Story URL: http://news.medill.northwestern.edu/chicago/news.aspx?id=224706
Story Retrieval Date: 4/25/2014 3:42:41 AM CST
Without up-to-date federal crops and livestock data, agricultural commodities markets are threatened by increasing uncertainty, analysts say.
Traders in the grain and livestock markets — as well as farmers and agricultural companies — rely especially heavily on two U.S. Department of Agriculture reports that were scheduled for release Friday before the partial government shutdown forced their cancellation.
The World Agricultural Supply and Demand Estimates and the U.S. Crop Production reports impact commodity prices and give reliable figures on global demand and harvest estimates.
The USDA has not released a report since the federal government shutdown began Oct. 1. USDA spokeswoman Courtney Rowe said the lack of reports has been “due to the lapse in federal funding.” The same reason is given on the USDA website, which is down.
Of all monthly crop reports, the October release carries a special significance, said Dan Cekander, director of grain market analysis for Newedge USA LLC in Chicago.
“The reason is, by this report, there’s usually enough harvest (data) that the USDA can ‘true up’ their yield numbers,” Cekander said.

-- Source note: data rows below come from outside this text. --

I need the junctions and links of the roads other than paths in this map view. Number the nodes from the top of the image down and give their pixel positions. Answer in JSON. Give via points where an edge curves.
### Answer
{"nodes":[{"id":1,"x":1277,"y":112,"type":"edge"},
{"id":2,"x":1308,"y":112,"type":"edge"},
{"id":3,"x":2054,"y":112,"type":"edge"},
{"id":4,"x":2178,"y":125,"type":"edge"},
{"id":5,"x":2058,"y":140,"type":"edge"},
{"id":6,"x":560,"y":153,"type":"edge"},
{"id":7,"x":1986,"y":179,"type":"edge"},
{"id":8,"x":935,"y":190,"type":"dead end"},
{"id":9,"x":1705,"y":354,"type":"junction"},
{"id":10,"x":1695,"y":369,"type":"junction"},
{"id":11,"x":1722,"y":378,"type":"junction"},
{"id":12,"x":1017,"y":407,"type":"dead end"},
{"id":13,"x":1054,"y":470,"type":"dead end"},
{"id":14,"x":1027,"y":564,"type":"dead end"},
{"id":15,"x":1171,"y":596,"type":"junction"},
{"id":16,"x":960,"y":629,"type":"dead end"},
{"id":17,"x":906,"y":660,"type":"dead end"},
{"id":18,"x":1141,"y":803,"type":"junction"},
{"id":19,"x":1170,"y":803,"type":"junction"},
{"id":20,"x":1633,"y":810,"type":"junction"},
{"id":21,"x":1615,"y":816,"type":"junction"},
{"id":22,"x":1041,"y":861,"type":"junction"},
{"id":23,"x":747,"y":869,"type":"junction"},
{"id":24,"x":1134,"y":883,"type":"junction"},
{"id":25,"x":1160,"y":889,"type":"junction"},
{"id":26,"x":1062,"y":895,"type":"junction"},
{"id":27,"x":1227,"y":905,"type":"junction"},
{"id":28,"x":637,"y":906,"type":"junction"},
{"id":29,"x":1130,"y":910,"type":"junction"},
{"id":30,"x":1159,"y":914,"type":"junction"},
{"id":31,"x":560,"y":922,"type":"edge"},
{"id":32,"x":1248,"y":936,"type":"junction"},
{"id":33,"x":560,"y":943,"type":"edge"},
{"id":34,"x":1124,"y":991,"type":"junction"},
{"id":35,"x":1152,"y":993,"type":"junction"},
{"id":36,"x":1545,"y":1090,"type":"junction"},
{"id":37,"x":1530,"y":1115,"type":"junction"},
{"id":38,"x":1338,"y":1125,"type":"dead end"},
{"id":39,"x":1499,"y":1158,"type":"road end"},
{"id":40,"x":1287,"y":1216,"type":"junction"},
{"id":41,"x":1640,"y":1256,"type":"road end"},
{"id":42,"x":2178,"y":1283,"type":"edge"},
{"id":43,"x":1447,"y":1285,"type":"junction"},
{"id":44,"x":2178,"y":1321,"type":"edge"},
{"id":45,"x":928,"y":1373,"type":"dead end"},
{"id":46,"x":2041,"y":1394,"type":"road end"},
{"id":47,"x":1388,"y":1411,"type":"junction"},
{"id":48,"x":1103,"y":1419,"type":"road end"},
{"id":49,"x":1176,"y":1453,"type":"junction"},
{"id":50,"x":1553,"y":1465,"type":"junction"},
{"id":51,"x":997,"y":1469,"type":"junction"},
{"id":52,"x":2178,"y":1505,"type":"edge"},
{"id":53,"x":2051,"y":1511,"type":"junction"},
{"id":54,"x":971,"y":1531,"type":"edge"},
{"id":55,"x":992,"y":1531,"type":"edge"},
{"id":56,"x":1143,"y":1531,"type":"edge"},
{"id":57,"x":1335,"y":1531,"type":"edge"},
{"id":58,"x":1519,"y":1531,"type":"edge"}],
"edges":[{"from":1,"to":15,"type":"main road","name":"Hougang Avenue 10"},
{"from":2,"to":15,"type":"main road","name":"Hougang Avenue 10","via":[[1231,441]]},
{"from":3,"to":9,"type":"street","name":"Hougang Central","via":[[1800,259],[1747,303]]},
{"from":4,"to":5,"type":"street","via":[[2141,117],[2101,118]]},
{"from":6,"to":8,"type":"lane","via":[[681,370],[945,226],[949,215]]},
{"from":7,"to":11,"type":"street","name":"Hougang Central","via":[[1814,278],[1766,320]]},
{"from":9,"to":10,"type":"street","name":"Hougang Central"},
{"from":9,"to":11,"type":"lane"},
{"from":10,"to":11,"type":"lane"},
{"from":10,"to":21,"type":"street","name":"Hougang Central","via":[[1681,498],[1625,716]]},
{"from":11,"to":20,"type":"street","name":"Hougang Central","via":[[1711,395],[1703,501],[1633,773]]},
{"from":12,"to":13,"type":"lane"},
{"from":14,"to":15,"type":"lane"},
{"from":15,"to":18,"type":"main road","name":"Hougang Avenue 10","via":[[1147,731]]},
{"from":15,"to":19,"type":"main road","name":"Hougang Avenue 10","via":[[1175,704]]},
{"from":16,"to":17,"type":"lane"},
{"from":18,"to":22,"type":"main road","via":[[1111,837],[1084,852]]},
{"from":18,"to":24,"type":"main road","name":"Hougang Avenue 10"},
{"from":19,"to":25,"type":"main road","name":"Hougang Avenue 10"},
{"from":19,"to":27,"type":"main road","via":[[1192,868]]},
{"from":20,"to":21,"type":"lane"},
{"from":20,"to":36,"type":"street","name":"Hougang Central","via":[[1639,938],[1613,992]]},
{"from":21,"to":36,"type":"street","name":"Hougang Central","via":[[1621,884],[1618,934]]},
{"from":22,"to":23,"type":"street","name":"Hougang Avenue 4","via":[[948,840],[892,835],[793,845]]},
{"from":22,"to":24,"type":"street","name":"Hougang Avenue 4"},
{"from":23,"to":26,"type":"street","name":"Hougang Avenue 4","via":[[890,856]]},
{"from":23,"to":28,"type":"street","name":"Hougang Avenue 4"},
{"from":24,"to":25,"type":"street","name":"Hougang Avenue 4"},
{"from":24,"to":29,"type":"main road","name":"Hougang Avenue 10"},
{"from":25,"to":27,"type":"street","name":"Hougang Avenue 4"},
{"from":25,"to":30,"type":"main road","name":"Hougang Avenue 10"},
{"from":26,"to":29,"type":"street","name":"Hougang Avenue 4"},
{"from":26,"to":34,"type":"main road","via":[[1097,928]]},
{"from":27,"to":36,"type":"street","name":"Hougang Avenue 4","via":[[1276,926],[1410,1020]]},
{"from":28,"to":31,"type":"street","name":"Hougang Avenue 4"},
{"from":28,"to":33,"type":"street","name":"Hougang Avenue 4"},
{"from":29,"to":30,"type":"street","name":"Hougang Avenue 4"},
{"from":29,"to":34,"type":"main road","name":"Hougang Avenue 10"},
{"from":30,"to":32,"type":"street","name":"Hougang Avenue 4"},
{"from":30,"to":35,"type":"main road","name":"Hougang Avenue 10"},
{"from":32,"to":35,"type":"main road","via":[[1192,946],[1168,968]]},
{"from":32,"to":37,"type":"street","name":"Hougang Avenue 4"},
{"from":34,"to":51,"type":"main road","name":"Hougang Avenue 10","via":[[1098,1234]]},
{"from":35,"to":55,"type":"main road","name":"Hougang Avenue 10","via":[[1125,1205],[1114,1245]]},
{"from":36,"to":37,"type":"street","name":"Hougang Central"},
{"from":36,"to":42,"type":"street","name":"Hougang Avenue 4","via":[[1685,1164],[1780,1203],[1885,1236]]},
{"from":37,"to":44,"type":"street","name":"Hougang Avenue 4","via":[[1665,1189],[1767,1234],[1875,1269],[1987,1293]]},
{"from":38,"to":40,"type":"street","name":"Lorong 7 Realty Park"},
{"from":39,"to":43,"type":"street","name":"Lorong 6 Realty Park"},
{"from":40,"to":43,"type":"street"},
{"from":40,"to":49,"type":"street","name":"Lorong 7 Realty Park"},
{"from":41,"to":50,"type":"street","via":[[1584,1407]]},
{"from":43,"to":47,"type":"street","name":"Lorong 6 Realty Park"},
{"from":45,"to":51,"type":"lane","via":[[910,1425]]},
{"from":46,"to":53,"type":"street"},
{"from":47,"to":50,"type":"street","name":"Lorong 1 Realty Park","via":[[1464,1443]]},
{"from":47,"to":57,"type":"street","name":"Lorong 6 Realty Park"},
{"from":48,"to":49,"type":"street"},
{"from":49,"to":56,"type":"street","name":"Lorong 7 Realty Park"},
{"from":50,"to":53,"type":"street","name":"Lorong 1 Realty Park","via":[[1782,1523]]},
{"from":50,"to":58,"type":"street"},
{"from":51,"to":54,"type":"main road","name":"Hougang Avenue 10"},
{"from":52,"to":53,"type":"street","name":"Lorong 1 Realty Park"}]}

Without the USDA reports, he said, “It’s just a big guessing game on what the yields are.”
Rich Nelson, chief strategist at Allendale Inc. in McHenry, Ill., said that the uncertainty of market information has influenced clients’ willingness to take risks.
“It is clear that this government shutdown has impacted our business,” he said.
The extent of that impact on the markets is yet to be determined. Chicago-based CME Group has notified customers that lean hog contract settlements for October futures and options contracts could be affected by the shutdown. The procedure for settling certain contracts would be modified to accommodate the lack of government data.
The longer the shutdown continues, the greater the uncertainty.
“I think eventually it would subdue the trade and cause some to go to the sidelines if this happened to be extended,” Cekander said.
Still, there are reasons for optimism about this year’s harvest. According to the USDA’s Sept. 29 crop progress report, 55 percent of U.S. corn was in good or excellent condition, compared to 25 percent a year ago. Fifty-three percent of soybeans were in good or excellent condition, compared to 35 percent a year ago.
The last government crop report released Sept. 12 estimated a record corn crop of 13.8 billion bushels this year, up 28 percent from 2012’s drought-reduced harvest of 10.8 billion bushels. The prospect of surpassing 2009’s record corn crop of 13.1 billion bushels has weighed on prices.
Corn futures prices have fallen 30 percent to $4.38¼ per bushel at Thursday’s close from $6.30½ per bushel a year ago.
The U.S. will produce an estimated 3.15 billion bushels of soybeans this year, up 5 percent from 2012’s 3.01 billion bushels, according to the Sept. 12 report. Soybean futures prices have fallen 4 percent to $12.88 per bushel at Thursday’s close from $13.35¼ per bushel a year ago.
Overall yield reports appear to be favorable, Cekander said, and some analysts predict even higher numbers than the USDA’s September estimates. Without new data, it’s hard to make an informed decision.
“The corn and bean yields are going to get larger, that’s the widespread expectation,” Cekander said. “But again, if that’s correct, you know, how much?”